03/10/2011
Tony et Susan, de Austin Wright
Une chronique d'Eric
La lecture du roman d’Austin Wright nous soumet d’emblée au vertige de l’écriture, à l’interaction qui existe entre auteur et lecteur, à ce double geste significatif qui ressort tout à la fois de l’acte d’écrire et de la pulsion pour la lecture. Car l’un n’existe pas sans l’autre : qui est le véritable auteur du livre, celui qui l’écrit ou celui qui le lit ? C’est du moins ce que pense intérieurement la narratrice, qui va progressivement s’engloutir dans le récit et« aimerait bien ne pas avoir à leur prouver que c’est sa capacité à lire qui fait d’elle un être civilisé » (page 245)
Qu’est-ce qui a poussé en effet son ancien mari – elle est séparée de lui depuis vingt ans– Edward, l’auteur du roman « Bêtes de nuit », à lui envoyer ce manuscrit pour la confronter à cette histoire épouvantable réveillant d’ailleurs en elle des souvenirs enfouis, à lui demander au terme de cette lecture un avis, bref pourquoi est-elle prise au piège, des années après la rupture, de la séduction que lui impose cet homme via l’écriture romanesque et l’habileté narrative ?

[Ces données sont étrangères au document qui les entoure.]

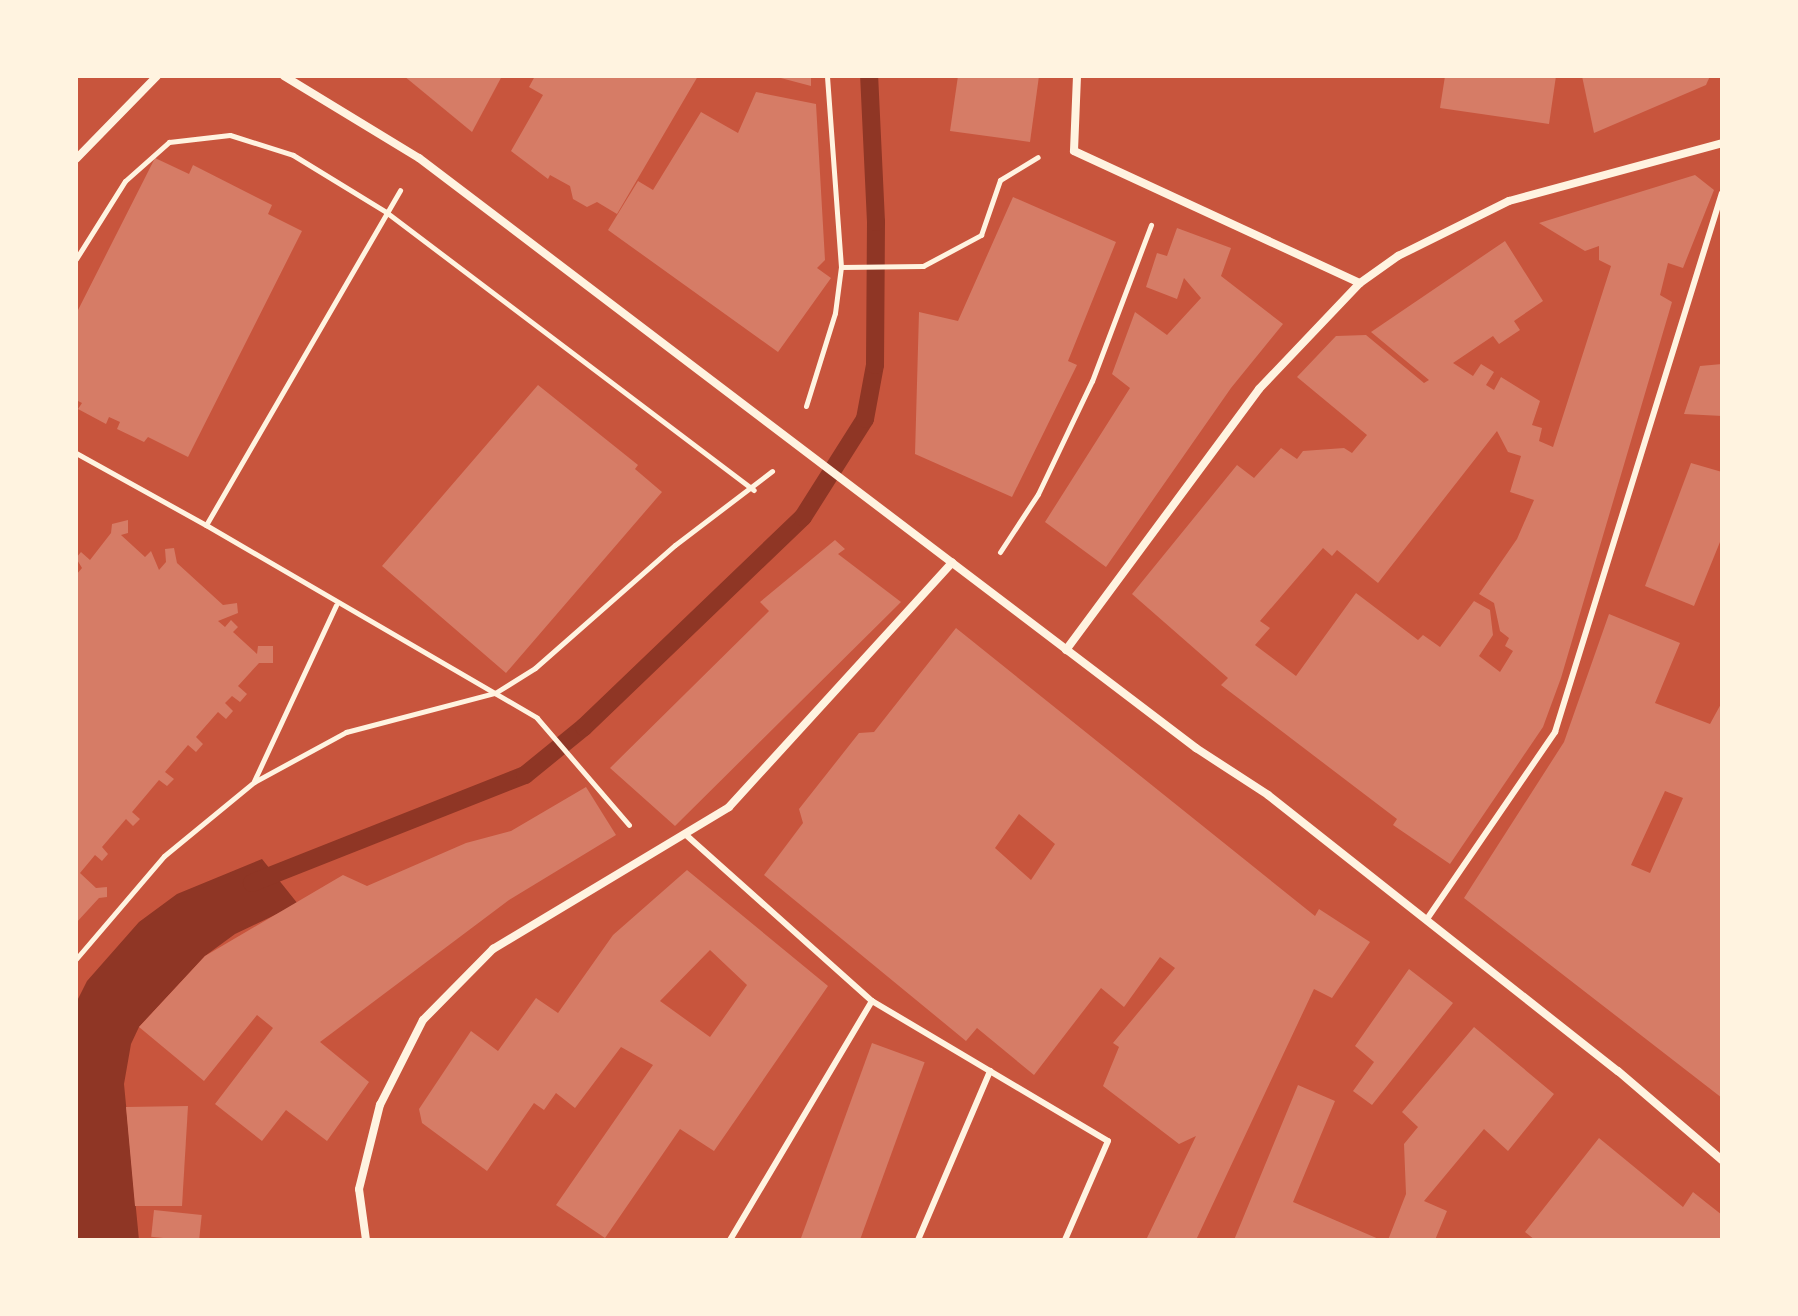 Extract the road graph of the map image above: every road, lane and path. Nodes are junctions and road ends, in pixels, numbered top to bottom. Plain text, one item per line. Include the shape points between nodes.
1 (157, 76) edge
2 (284, 76) edge
3 (827, 76) edge
4 (1077, 76) edge
5 (1722, 143) edge
6 (1074, 151) junction
7 (419, 158) junction
8 (76, 159) edge
9 (1164, 192) junction
10 (1722, 193) edge
11 (386, 212) junction
12 (76, 259) edge
13 (841, 267) junction
14 (1360, 283) junction
15 (792, 440) junction
16 (76, 453) edge
17 (754, 490) junction
18 (206, 525) junction
19 (952, 563) junction
20 (980, 583) junction
21 (336, 605) junction
22 (1066, 650) junction
23 (495, 693) junction
24 (254, 782) junction
25 (685, 834) junction
26 (653, 853) junction
27 (1427, 919) junction
28 (76, 959) edge
29 (872, 1001) junction
30 (990, 1071) junction
31 (1722, 1160) edge
32 (366, 1240) edge
33 (730, 1240) edge
34 (918, 1240) edge
35 (1065, 1240) edge

1 - 8 street
2 - 7 street
3 - 13 path
4 - 6 street
5 - 14 street via 1509,201 1398,256
6 - 9 street
6 - 13 path via 1030,159 1000,180 981,235 923,266
7 - 11 path
7 - 15 street
9 - 14 street
9 - 20 path via 1092,381 1038,494
10 - 27 lane via 1555,732
11 - 12 path via 336,178 281,151 230,135 169,142 125,181
11 - 17 path
11 - 18 path
13 - 15 path via 819,371
14 - 22 street via 1259,389
15 - 17 path via 781,462
15 - 19 street
16 - 18 path
17 - 23 path via 675,545 535,668
18 - 21 path
19 - 20 street
19 - 25 street via 729,807
20 - 22 street
21 - 23 path
21 - 24 path
22 - 27 street via 1268,795
23 - 24 path via 346,732
23 - 26 path via 537,718
24 - 28 path via 164,856
25 - 26 street
25 - 29 lane
26 - 32 street via 493,949 423,1020 380,1105 359,1189
27 - 31 street
29 - 30 lane
29 - 33 lane
30 - 34 lane
30 - 35 lane via 1108,1141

D’une part donc les impressions d’une lectrice, d’autre part un thriller palpitant aussi implacable qu’effrayant. Ce double mouvement est incessant si bien que le roman n’existe que par le double regard de la première lectrice et du spectateur-lecteur que nous sommes de sa lecture. Paradoxalement, pour l’amateur traditionnel de roman policier et de sensations fortes l’intrigue peut se suffire à elle-même : une nuit, un homme (Tony Hastings), sa femme Laura et leur fille sont pourchassés sur une route perdue de l’état du Maine par des barbares pressés d’assouvir des pulsions violentes. Après avoir été progressivement terrorisées, les deux femmes sont saisies, violées et tuées par ces nouveaux monstres modernes. Tony, bien qu’éloigné assiste impuissant à cet assassinat. Il trouve refuge dans une ferme, après avoir longtemps erré dans la nuit. Avec son récit à la police du coin, l’enquête commence…
Les premiers éléments d’une vengeance annoncée sont en place.
Le malaise naît peu à peu de la culpabilité inhérente à l’homme bafoué, à son inappétence à vivre après le drame et à redevenir un être social obéissant aux conventions d’ une société lisse. Il doit sans cesse cacher cette souffrance dans son cadre professionnel et en même temps son mal-être rejaillit constamment de ce qu’il a pu vivre et n’est pas transmissible.
Ce trouble retentit également sur sa première lectrice qui s’interroge progressivement sur le double Tony (héros du livre)/ Edward, (narrateur)et ancien époux ; qu’en fût-il de leurs relations au départ ? Dès le début de leur mariage, Edward, jeune homme pusillanime impose son désir de devenir à tout prix romancier et poète. Susan le vit comme une épreuve : elle se substitue à la mère nourricière qu’inconsciemment notre futur romancier recherchait. En elle-même elle jalouse cette exigence d’une vie pour l’art à laquelle nous aspirons tous. Peu à peu leur relation matrimoniale se délite…
Fin analyste de l’âme humaine, Austin Wright s’interroge, via le roman et la lecture, sur ce qui constitue véritablement le lien qui unit deux êtres ; le lecteur et le narrateur, l’ homme et la femme, la proie et le bourreau. Sa mise en abyme vertigineuse met ainsi le doigt sur la texture même de nos vies, ce long fil invisible qui nous scelle aux autres et que nous apercevons si bien lorsque le désir de mort s’empare de nous. A cet instant, les dieux nous ont lâché dans un monde effroyable.
« ..Cette tragédie m’appartient, pour qui te prends- tu ? » (page 360)
Eric Furter
Présentation de l'éditeur
Remariée à un brillant médecin, mère de trois enfants, Susan Morrow mène une vie plutôt paisible. Jusqu’à ce qu’elle reçoive un étrange présent : son premier mari Edward qui, jeune, se rêvait romancier, lui envoie le manuscrit de Bêtes de nuit, un roman qu’il vient d’achever, en lui demandant son avis, elle qui à l’époque l’encourageait tant à écrire. Le trouble naissant de Susan ne va faire que croître au fil de la lecture : ce livre raconte en effet le drame d’un homme, Tony, kidnappé sur l’autoroute avec sa femme et sa fille, alors qu’ils se rendaient dans leur maison de vacances dans le Maine. L’enlèvement tourne à la tragédie. Inquiétant : Susan possède elle aussi une maison dans le Maine. Que veut réellement lui révéler Edward… ? La lecture de Bêtes de nuit va être pour Susan l’occasion d’une pénible mais salutaire introspection.